NH41C-04:
Large slope failures in the La Paz basin, Bolivian Andes
Thursday, 18 December 2014: 8:45 AM
Nicholas J Roberts, Simon Fraser University, Burnaby, BC, Canada, Reginald L Hermanns, Geological Survey of Norway, Trondheim, Norway, Bernhard Rabus, 3vGeomatics, Vancouver, BC, Canada, Marco-Antonio Guzmán, Universidad Mayor de San Andrés, Instituto de Investigaciones Geológicas y del Medio Ambiente, La Paz, Bolivia, Estela Minaya, Observatorio San Calixto, La Paz, Bolivia and John J Clague, Simon Fraser University, Department of Earth Sciences, Burnaby, BC, Canada
Abstract:
The La Paz basin in the eastern Bolivian Andes has been a hotspot for large-scale, deep-seated gravitational slope deformation during the Holocene. In less than 2 Ma, a network of steep-sided valleys up to 800 m deep formed in sediments of the Altiplano Plateau and underlying basement rocks. We characterize the distribution, extent, mechanisms, and modern activity of large-scale failures within this landscape using optical image interpretation, existing geologic maps, synthetic RADAR interferometry (InSAR), and field investigation.
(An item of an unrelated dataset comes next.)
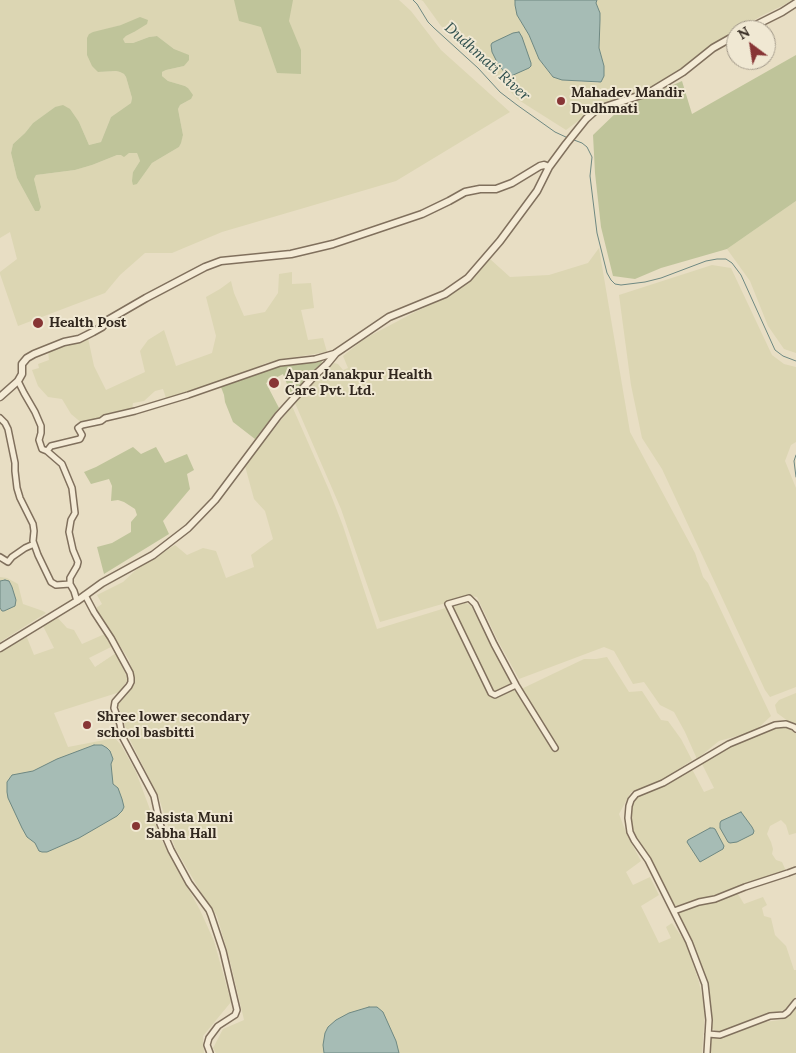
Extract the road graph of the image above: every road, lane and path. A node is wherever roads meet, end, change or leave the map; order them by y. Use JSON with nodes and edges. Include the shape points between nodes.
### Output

Deposits of nearly 20 landslides larger than 100 Mm3 occur within the basin. Most failures have occurred in weakly lithified Late Miocene to Pliocene sedimentary rocks and include earth flows, translational and rotational landslides, and plug flows. Failures in underlying tectonized Paleozoic sedimentary rocks include bedding-parallel rockslides. The largest failure is the 3 km3 Achcocalla earth flow (ca. 11 ka BP), which ran out ~20 km. Other dated events span the period from the early Holocene to nearly the Colonial historic period. InSAR results show that many large slope failures, including the Achocalla earth flow, are currently moving at rates of a few centimeters to a few decimeters per year. Rapid deposition, shallow burial, and rapid incision of the basin fills produced steep slopes in weak geologic materials that, coupled with groundwater discharge from the valley walls, are the primary controls on instability. In contrast, the Altiplano surface has changed little in 2 Ma and the adjacent slopes of the Cordilleran Real, although steep, are relatively stable. Of the over 100 landslides that have occurred in the city of La Paz since the early twentieth century, most are at the margins of large, deep-seated prehistoric failures, and two of the most damaging historic landslides (Hanko-Hanko, 1582; Pampahasi, 2011) were large-scale reactivations of previously failed slopes. Improved understanding of large, deep-seated landslides in the La Paz basin provides insights into evolution of the Central Andes and the geologic contribution to the exceptionally high landslide risk in the modern city of La Paz.